Region of interest (ROI) was delineated along the tumor outline in all cross
sections of baseline and post-treatment axial T2W MRI imaging. . First order texture
(radiomic) features were extracted were extracted and filtered across various spatial
scale filters (SSF 0-6) for quantification of histogram derived parameters,
namely mean, standard deviation, entropy, mean positive pixel (MPP), skewness, and
kurtosis. After NACTRT, 74 patients underwent complete surgical resection and
their pathological specimen served as the gold standard for assessing pathological
response Remaining 26 patients did not undergo surgery of which 5 were observed
as part of wait and watch protocol and 21 were deemed unresectable due to local
progression or distant metastasis. Receiving operating characteristic (ROC)
curves were generated to distinguish between Complete response (CR) and partial
response (PR) + no response (NR) with respect to values of individual texture
features.
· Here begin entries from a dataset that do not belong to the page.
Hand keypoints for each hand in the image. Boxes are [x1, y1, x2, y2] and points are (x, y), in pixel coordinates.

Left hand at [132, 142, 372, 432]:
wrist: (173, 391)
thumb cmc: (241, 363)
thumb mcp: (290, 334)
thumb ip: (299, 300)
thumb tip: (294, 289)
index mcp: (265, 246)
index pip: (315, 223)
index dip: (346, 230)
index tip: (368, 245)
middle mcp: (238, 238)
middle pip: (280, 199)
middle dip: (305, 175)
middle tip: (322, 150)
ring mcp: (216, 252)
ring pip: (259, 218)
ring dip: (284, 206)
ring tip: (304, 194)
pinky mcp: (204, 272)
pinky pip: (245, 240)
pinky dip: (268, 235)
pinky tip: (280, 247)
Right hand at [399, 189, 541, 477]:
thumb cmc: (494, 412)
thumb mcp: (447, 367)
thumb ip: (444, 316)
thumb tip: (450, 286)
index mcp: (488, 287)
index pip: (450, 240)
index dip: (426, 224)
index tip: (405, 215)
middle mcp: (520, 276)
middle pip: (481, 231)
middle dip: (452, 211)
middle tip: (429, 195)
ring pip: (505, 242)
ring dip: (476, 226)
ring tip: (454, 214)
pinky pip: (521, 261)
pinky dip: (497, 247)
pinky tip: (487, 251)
Area under curve (AUC) and metrics such as sensitivity and
specificity were used as measures of diagnostic accuracy.
Results
In the entire cohort of 100 patients, 9 patients achieved radiological
CR, whereas 79 had PR and 12 showed NR.
Pathologically 22 (29%) achieved CR, 45 (60%)
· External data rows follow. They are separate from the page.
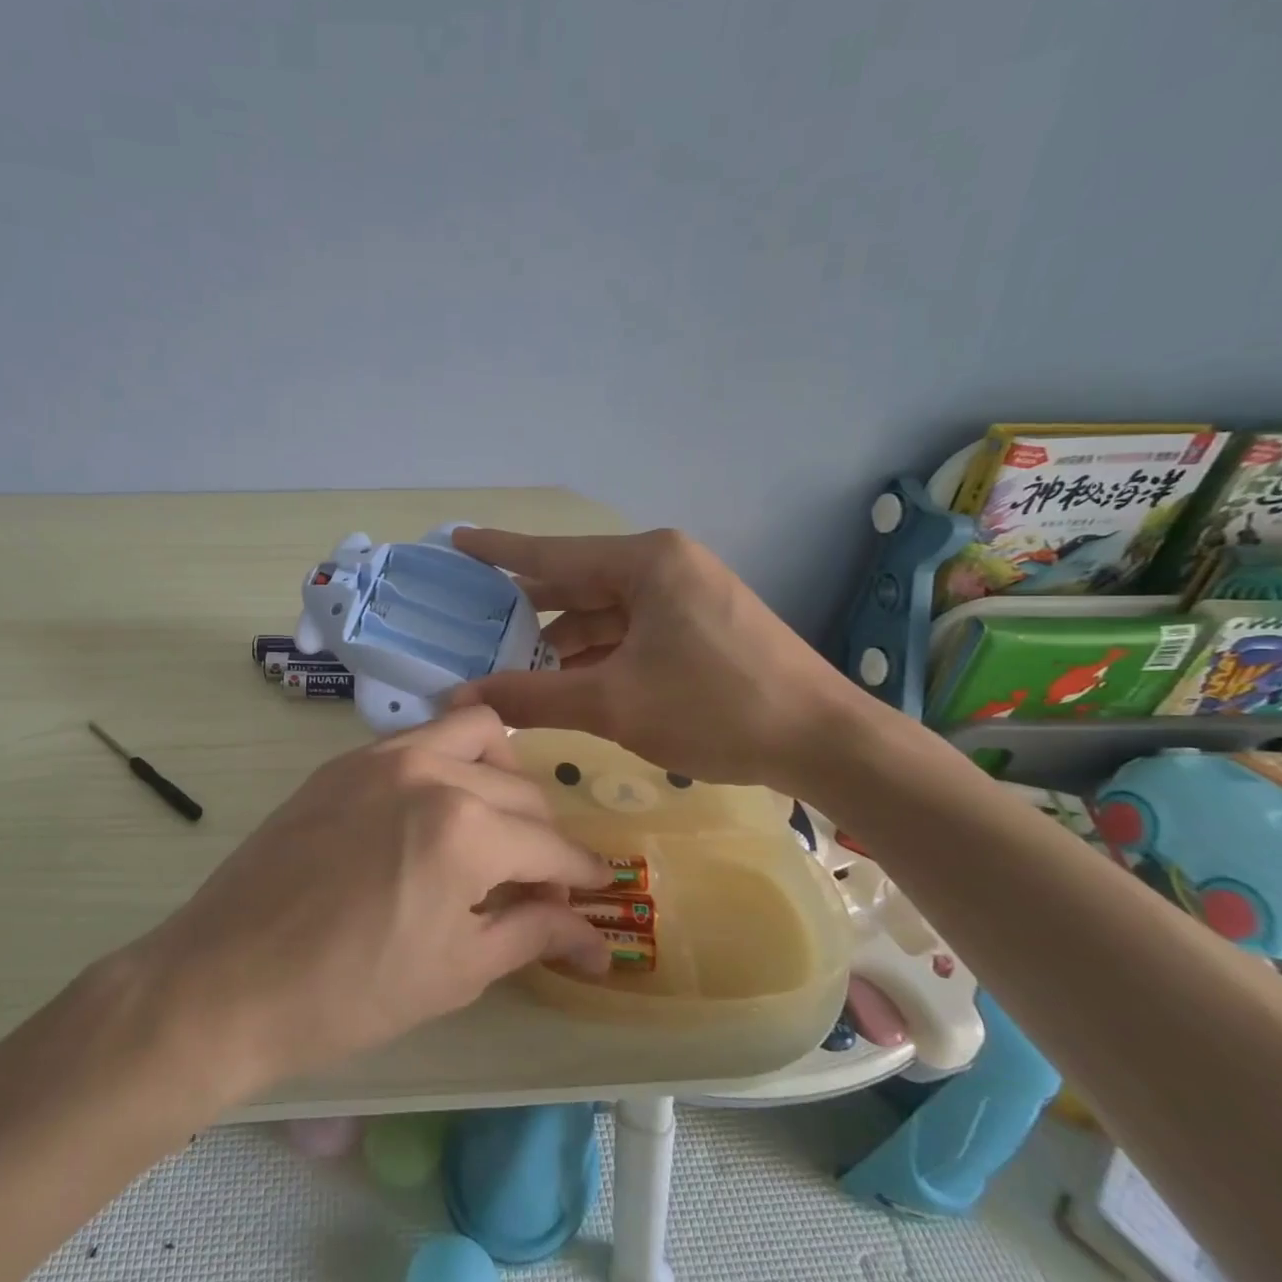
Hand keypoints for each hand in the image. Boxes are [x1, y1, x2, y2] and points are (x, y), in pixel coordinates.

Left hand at [129, 706, 611, 1099]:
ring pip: (474, 733)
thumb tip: (598, 939)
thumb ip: (532, 935)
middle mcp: (430, 771)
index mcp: (465, 829)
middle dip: (544, 837)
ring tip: (494, 826)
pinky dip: (449, 761)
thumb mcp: (455, 971)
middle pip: (522, 789)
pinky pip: (419, 739)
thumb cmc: (348, 994)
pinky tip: (437, 811)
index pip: (552, 845)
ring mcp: (381, 756)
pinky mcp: (344, 761)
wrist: (226, 980)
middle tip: (536, 885)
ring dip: (502, 775)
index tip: (597, 892)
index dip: (582, 874)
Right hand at [449, 527, 859, 791]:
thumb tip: (461, 699)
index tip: (456, 539)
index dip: (498, 550)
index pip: (552, 553)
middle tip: (473, 620)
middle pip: (577, 582)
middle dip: (528, 607)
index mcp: (646, 561)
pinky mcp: (700, 625)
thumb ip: (532, 696)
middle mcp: (665, 565)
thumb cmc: (715, 708)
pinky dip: (598, 653)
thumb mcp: (613, 703)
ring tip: (511, 664)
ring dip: (563, 640)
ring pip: (605, 612)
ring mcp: (686, 594)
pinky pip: (631, 630)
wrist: (825, 742)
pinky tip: (567, 679)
had PR and 7 (9%) showed NR. Among radiomic features of pretreatment scans that
could best predict radiological response for the entire cohort, Skewness
(SSF-3) (AUC-0.821, 55.5% sensitivity, 96.7%
specificity, 93% accuracy) was most predictive of response. On post-treatment scans,
MPP (SSF 5) was the best predictor of response (AUC 0.907, 77.7% sensitivity, 92.31%
specificity, 91% accuracy). For the 74 operated patients, pathological response was best predicted by Skewness (SSF-2) (AUC = 0.721,
66.6% sensitivity , 73% specificity and 70.89% accuracy) on pretreatment scans.
While kurtosis (SSF-6) was the best predictor of pathological response on post-treatment
MRI scans. (AUC 0.663, 81.4% sensitivity , 46.15% specificity, 58.23% accuracy).
Conclusion
Tumor radiomics predicted
for response to NACTRT with a fair degree of accuracy. These results need to be further validated in
prospectively conducted studies including a larger cohort of patients, if clinical
decisions are to be guided by radiomics in future.